Singles – you are not alone!

Friday, March 10th, 2006

Over the years, Miss Abigail has focused a lot on advice and topics for those hopelessly or happily single, so it will be no surprise that my new book has a lot of excerpts from the classic advice books for the not-currently-dating. There are a few chapters to get you going: “Becoming Dateable” and “I Like This Boy but I Don’t Know How to Tell Him,” and even a whole chapter “On Being Single.”

So you can understand my desire to share with you a recently released report from the Pew Internet and American Life Project titled Online Dating. There are some great findings in here that I won’t repeat, but here are a few in case you are sad and blue and feeling like you’re the only single person out there.

Take a look at the section starting on page 5 about the state of relationships in American (43% of adults surveyed were single!) and particularly the bullets on page 7: 36% of the “relationship-seeking singles” surveyed said they hadn’t been on any dates in the previous three months.

See, you’re not alone!

1968: The Compat-A-Pillow

Thursday, March 2nd, 2006

I was informed by my friend Jocelyn today that Amazon has shipped her pre-ordered copy of my book (woohoo!). So, in her honor — as the first person I’m aware of to have successfully purchased and just-about-received it — I’d like to share a little something from a small pamphlet in my collection that Joceyln had really wanted me to include in the Miss Ab book, but alas, it didn’t make the cut.
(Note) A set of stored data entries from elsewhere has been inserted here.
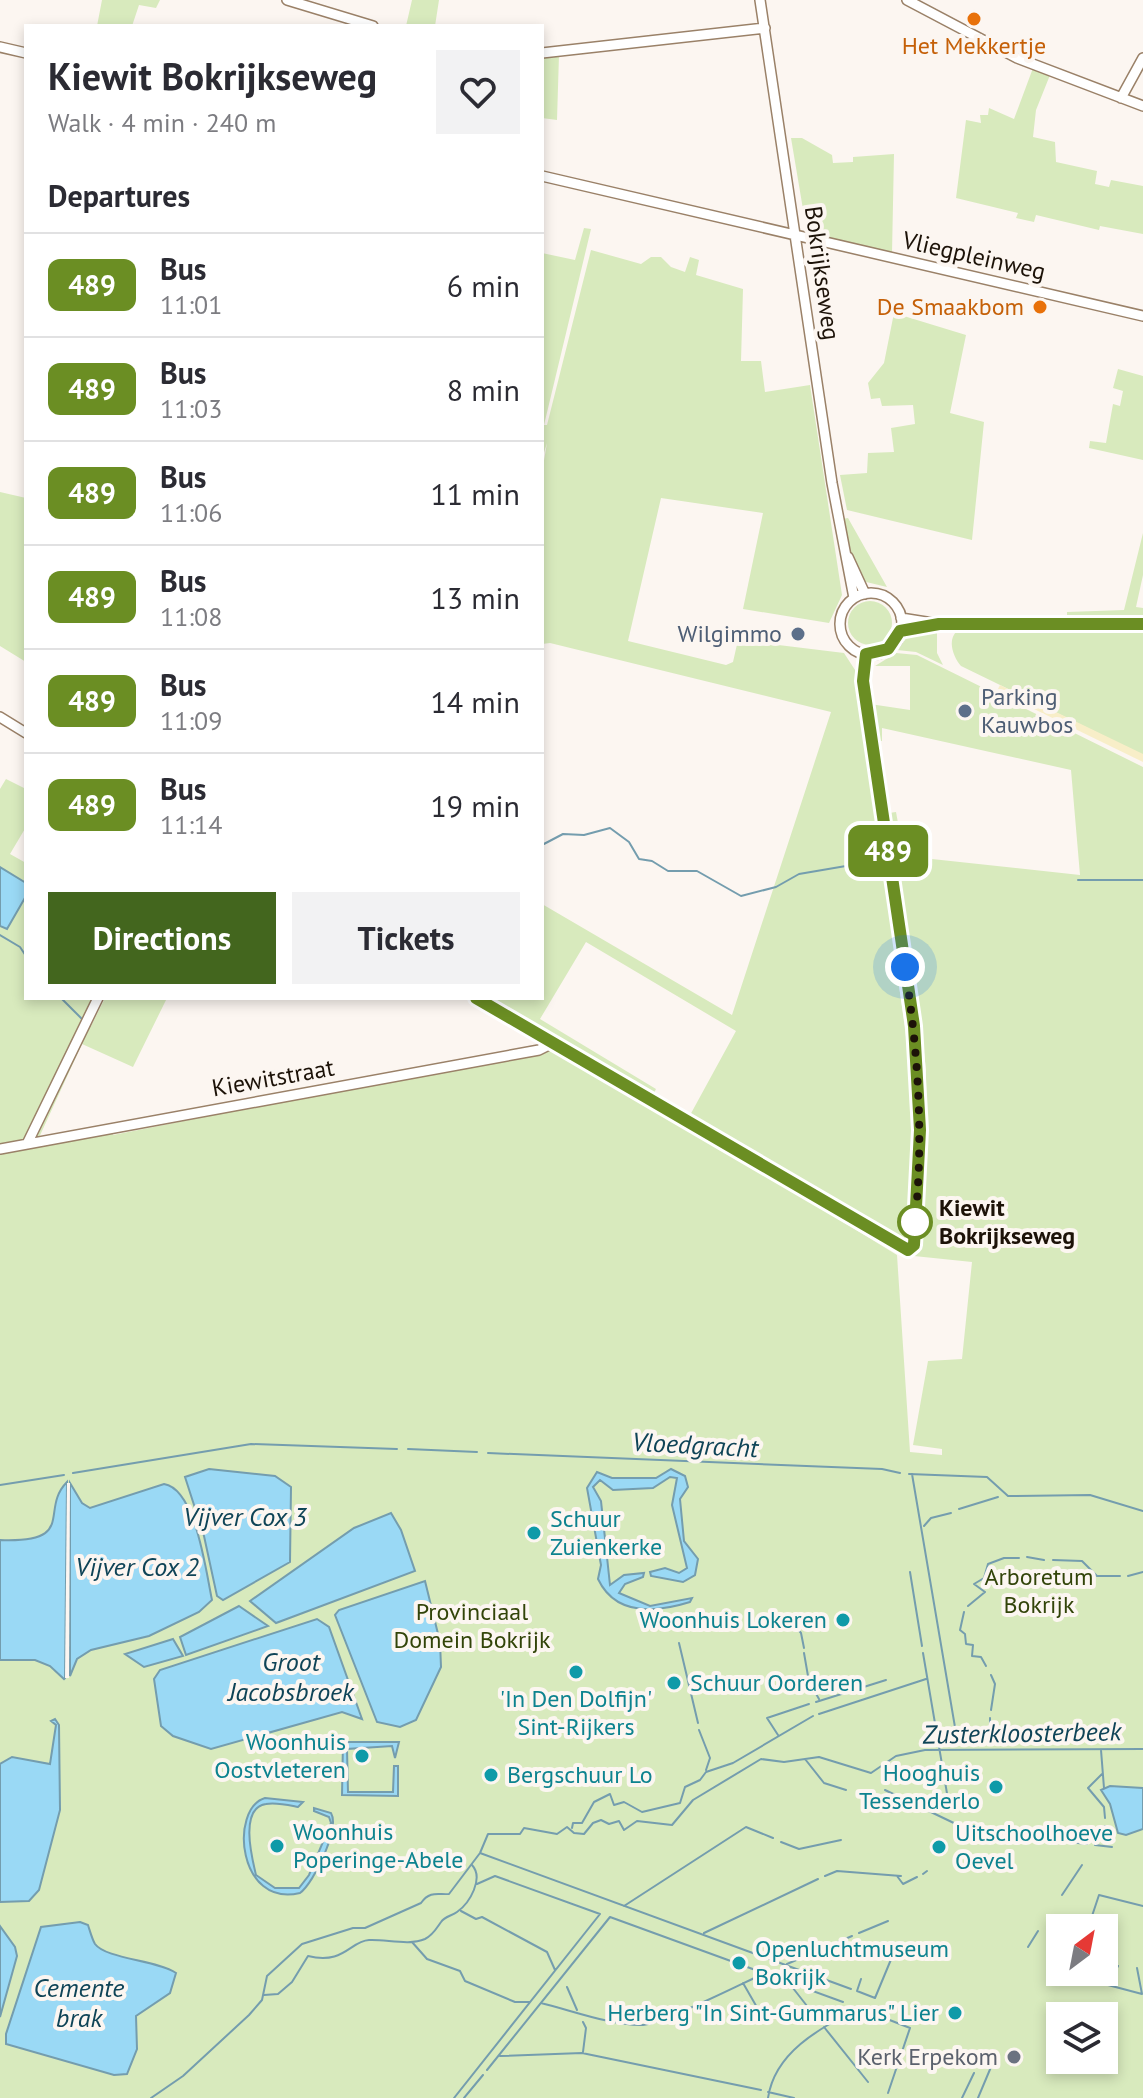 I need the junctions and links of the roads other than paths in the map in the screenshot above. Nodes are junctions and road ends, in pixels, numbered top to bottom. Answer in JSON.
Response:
{"nodes":[{"id":1,"x":287,"y":0,"type":"edge"},
{"id":2,"x":760,"y":0,"type":"edge"},
{"id":3,"x":907,"y":0,"type":"edge"},
{"id":4,"x":366,"y":24,"type":"edge"},
{"id":5,"x":765,"y":28,"type":"junction"},
{"id":6,"x":0,"y":47,"type":"edge"},
{"id":7,"x":24,"y":53,"type":"edge"},
{"id":8,"x":544,"y":53,"type":"edge"},
{"id":9,"x":1143,"y":58,"type":"edge"},
{"id":10,"x":1121,"y":98,"type":"junction"},
{"id":11,"x":1143,"y":106,"type":"edge"},
{"id":12,"x":544,"y":176,"type":"edge"},
{"id":13,"x":797,"y":236,"type":"junction"},
{"id":14,"x":1143,"y":316,"type":"edge"},
{"id":15,"x":844,"y":551,"type":"junction"},
{"id":16,"x":865,"y":594,"type":"junction"},
{"id":17,"x":854,"y":598,"type":"junction"},
{"id":18,"x":901,"y":618,"type":"junction"},
{"id":19,"x":939,"y":624,"type":"junction"},
{"id":20,"x":1143,"y":624,"type":"edge"},
{"id":21,"x":900,"y":631,"type":"junction"},
{"id":22,"x":866,"y":654,"type":"junction"},
{"id":23,"x":0,"y":717,"type":"edge"},
{"id":24,"x":24,"y":732,"type":"edge"},
{"id":25,"x":97,"y":1000,"type":"edge"},
{"id":26,"x":479,"y":1000,"type":"edge"},
{"id":27,"x":553,"y":1043,"type":"junction"},
{"id":28,"x":27,"y":1144,"type":"junction"},
{"id":29,"x":0,"y":1149,"type":"edge"}],
"edges":[{"from":1,"to":4,"type":"street"},
{"from":2,"to":5,"type":"street","name":"Bokrijkseweg"},
{"from":3,"to":10,"type":"street"},
{"from":5,"to":8,"type":"street"},
{"from":5,"to":13,"type":"street","name":"Bokrijkseweg"},
{"from":6,"to":7,"type":"street"},
{"from":9,"to":10,"type":"street"},
{"from":10,"to":11,"type":"street"},
{"from":12,"to":13,"type":"street","name":"Vliegpleinweg"},
{"from":13,"to":14,"type":"street","name":"Vliegpleinweg"},
{"from":13,"to":15,"type":"street","name":"Bokrijkseweg"},
{"from":15,"to":16,"type":"street","name":"Bokrijkseweg"},
{"from":15,"to":17,"type":"street","name":"Bokrijkseweg"},
{"from":16,"to":17,"type":"street"},
{"from":16,"to":18,"type":"street"},
{"from":17,"to":22,"type":"street"},
{"from":18,"to":19,"type":"street"},
{"from":18,"to":21,"type":"street"},
{"from":19,"to":20,"type":"street"},
{"from":19,"to":21,"type":"street"},
{"from":21,"to":22,"type":"street"},
{"from":22,"to":27,"type":"street"},
{"from":23,"to":24,"type":"street"},
{"from":25,"to":28,"type":"street"},
{"from":26,"to":27,"type":"street"},
{"from":27,"to":28,"type":"street","name":"Kiewitstraat"},
{"from":28,"to":29,"type":"street","name":"Kiewitstraat"}]}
The pamphlet is titled Keep Your Marriage Young. The cover describe it as “A simple text dealing with the problems and solutions confronting newlyweds and older couples featuring the new — COMPAT-A-PILLOW … an inflatable marital cushion with an advanced design, adjustable elevation and 3-way resiliency for greater love and marital joy.”

There is lots of good stuff here, including sections called “Shared Love and Satisfaction,” “Improving Position with Pillow Technique,” “Advice to Newlyweds,” “A Lesson in Anatomy,” “Conquering Frigidity,” and “Modesty.” Unfortunately there are no other pictures (except in the anatomy section), so I can’t show you what the pillow actually looked like. And much of the text is a little too graphic for Miss Abigail’s public Web site sensibilities. But I will share this brief excerpt:

Remember to keep the pillow on or near the bed so that it will be handy when desired. The Compat-A-Pillow has also been designed to be a very comfortable utility pillow for use as a back rest for bed reading, for elevating the head and shoulders while sleeping (placed on top or under the mattress) or for sleeping with the feet and legs raised to ease discomforts from varicose veins or swollen feet. Keep these other uses on the “tip of your tongue” if you are asked its purpose by a curious person. In some cases, try a direct answer and you may find the resultant conversation interesting.

Ha! I love it. My copy is the 1968 third edition of this pamplet, published by the Better Sleep Inc., which as you can see is still going strong today. Although I don’t see mention of this particular item in their current catalog, some other sites out there have it listed. Maybe you have to call, and whisper a code word into the phone or something. Or at least prove you are 18 before they’ll let you order it. In any case, I’m just happy to have this pamphlet.